Saturday, March 19, 2005
The Meaning of Tracy Partridge
The other day I was coming out of the Jewel parking lot and almost hit another car (for real) because I became temporarily stunned by a large, vaguely Lichtensteinish portrait of Tracy Partridge in an art gallery window dead ahead. For any non-formerly devoted Partridge Family fans, like myself, this represents something of a mystery. Tracy was one of the two youngest, quietest, Partridge kids, generally offering no more than one deadpan "zinger" per episode. (Zinger being defined here as "marginally humorous line that usually observed the strange behavior of the adults present with keen wit and precision.") Notably, I think, Tracy, and her male counterpart sibling, Chris, rarely offered any facial expression in a pre-Botox era, and I cite this as notable with regard to the painting, because there was little about Tracy to distinguish her as being someone you might want to paint a portrait of thirty years later.

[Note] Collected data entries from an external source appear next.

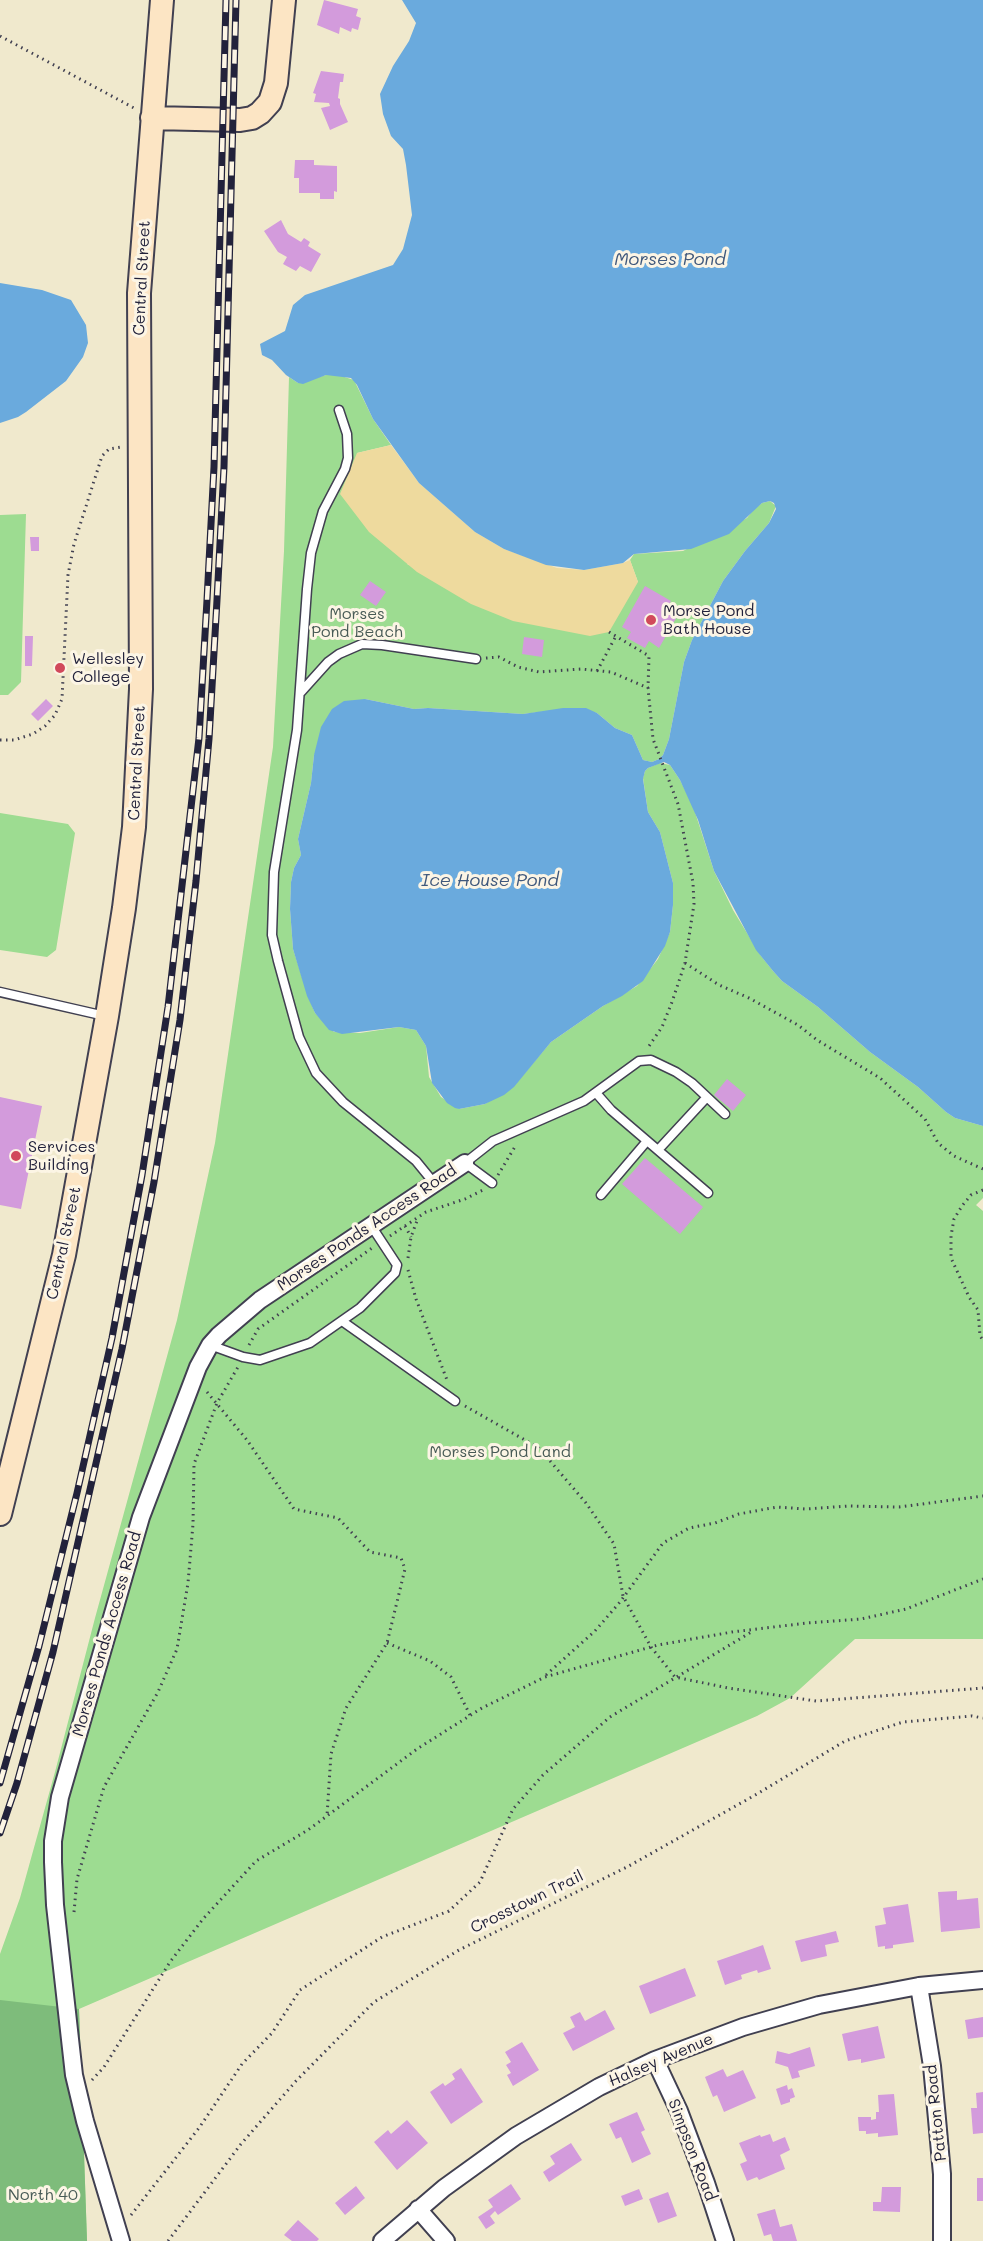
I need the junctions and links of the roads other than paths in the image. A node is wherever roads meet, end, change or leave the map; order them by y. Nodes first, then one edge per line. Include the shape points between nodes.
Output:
1 (162, 0) edge
2 (284, 0) edge
3 (152, 118) junction
4 (339, 410) dead end
5 (476, 659) road end
6 (301, 692) junction
7 (0, 992) edge
8 (107, 1016) junction
9 (597, 1094) junction
10 (707, 1097) junction
11 (725, 1114) dead end
12 (647, 1141) junction
13 (658, 1150) junction
14 (465, 1163) junction
15 (434, 1183) junction
16 (492, 1183) road end
17 (708, 1193) dead end
18 (601, 1195) dead end
19 (372, 1227) junction
20 (342, 1321) junction
21 (210, 1345) junction
22 (454, 1401) road end
23 (7, 1462) edge
24 (0, 1514) edge
25 (983, 1980) edge
26 (919, 1986) junction
27 (655, 2060) junction
28 (418, 2209) junction
29 (121, 2241) edge
30 (382, 2241) edge
31 (446, 2241) edge
32 (725, 2241) edge
33 (942, 2241) edge

1 - 3 main road, Central Street
2 - 3 main road via 276,83 270,102 260,113 240,120
3 - 8 main road, Central Street via 139,293 138,762 133,839
4 - 6 lane via 347,434 348,458 323,511 311,553
5 - 6 lane via 362,644 328,662
6 - 15 lane via 274,872 271,922 278,962 299,1037 316,1072 343,1102 416,1161
7 - 8 lane
8 - 23 main road, Central Street via 64,1255
9 - 10 lane via 631,1065 645,1060 676,1072
9 - 12 lane
9 - 14 lane via 493,1142
10 - 11 lane
10 - 13 lane
12 - 13 lane
12 - 18 lane
13 - 17 lane
14 - 15 street, Morses Ponds Access Road
14 - 16 lane
15 - 19 street, Morses Ponds Access Road
19 - 20 lane via 397,1265 395,1273
19 - 21 street, Morses Ponds Access Road via 244,1312
20 - 21 lane via 310,1343 261,1360
20 - 22 lane
21 - 29 street, Morses Ponds Access Road via 141,1517 60,1797 54,1841 53,1883 70,2049 78,2094
23 - 24 main road, Central Street
25 - 26 street, Halsey Avenue
26 - 27 street, Halsey Avenue via 795,2011 743,2026
26 - 33 street, Patton Road via 938,2119
27 - 28 street, Halsey Avenue via 599,2087 516,2136
27 - 32 street, Simpson Road via 679,2111
28 - 30 street, Halsey Avenue
28 - 31 street

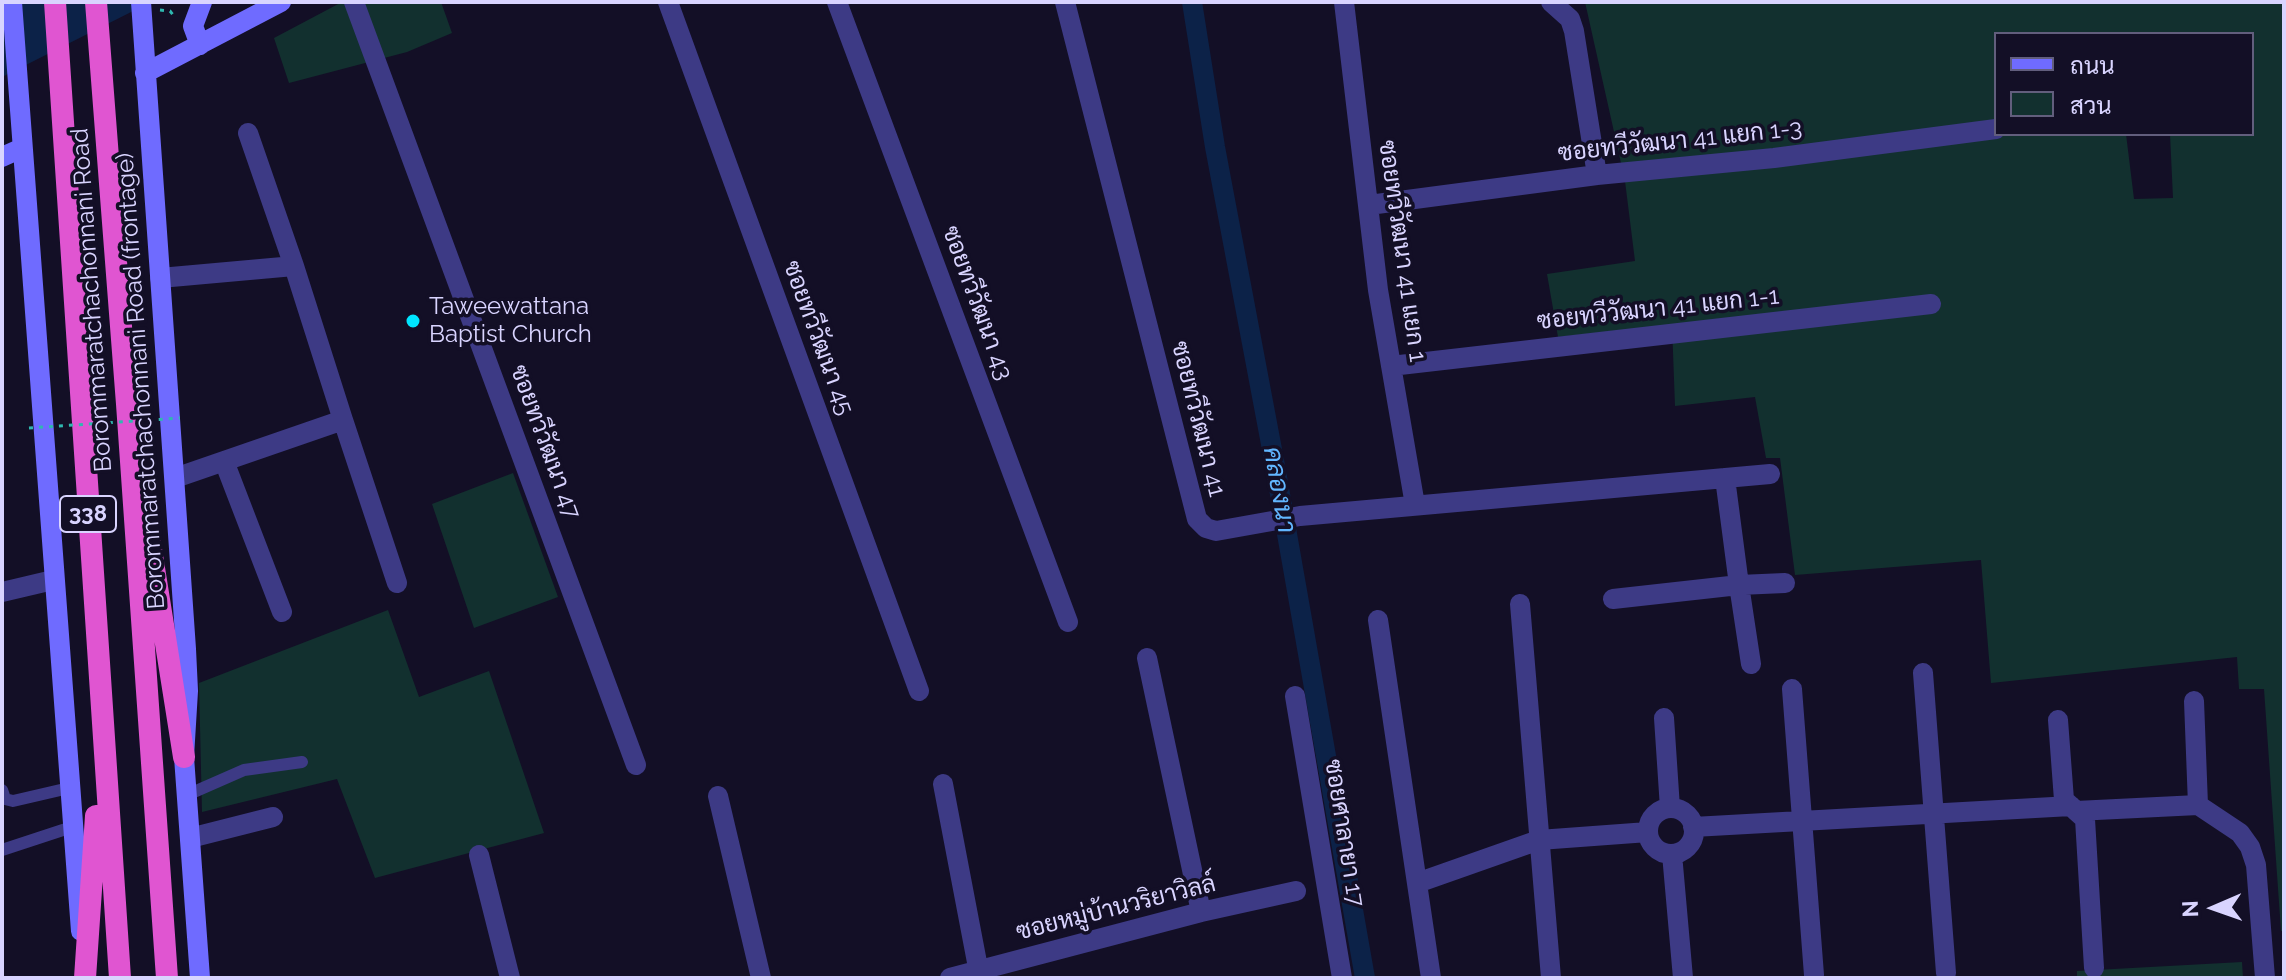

Danny, oh yeah. He is so VH1 Behind the Music, with his drug addiction and the whole sleeping with the transvestite/hiding in the closet thing and subsequent reinvention as talk-show host and radio personality. Plus, he was the one on the show with a real personality, which I say as a completely biased, formerly devoted Danny fan. (Come on, everyone loved Keith, but even at ten I found him obvious. I'd put italics on "obvious" here but every time I try to italicize I delete the whole entry. So try to read them italically.) Danny was funny, and in my ten-year-old mind, complex. And was I so right? I think I was. So I could see where someone might paint Danny, as a metaphor for any number of things not the least of which might be redemption. No seriously. But Tracy? I just can't read it. Is the comic-book style of painting meant as a metaphor? And if so, a metaphor of what?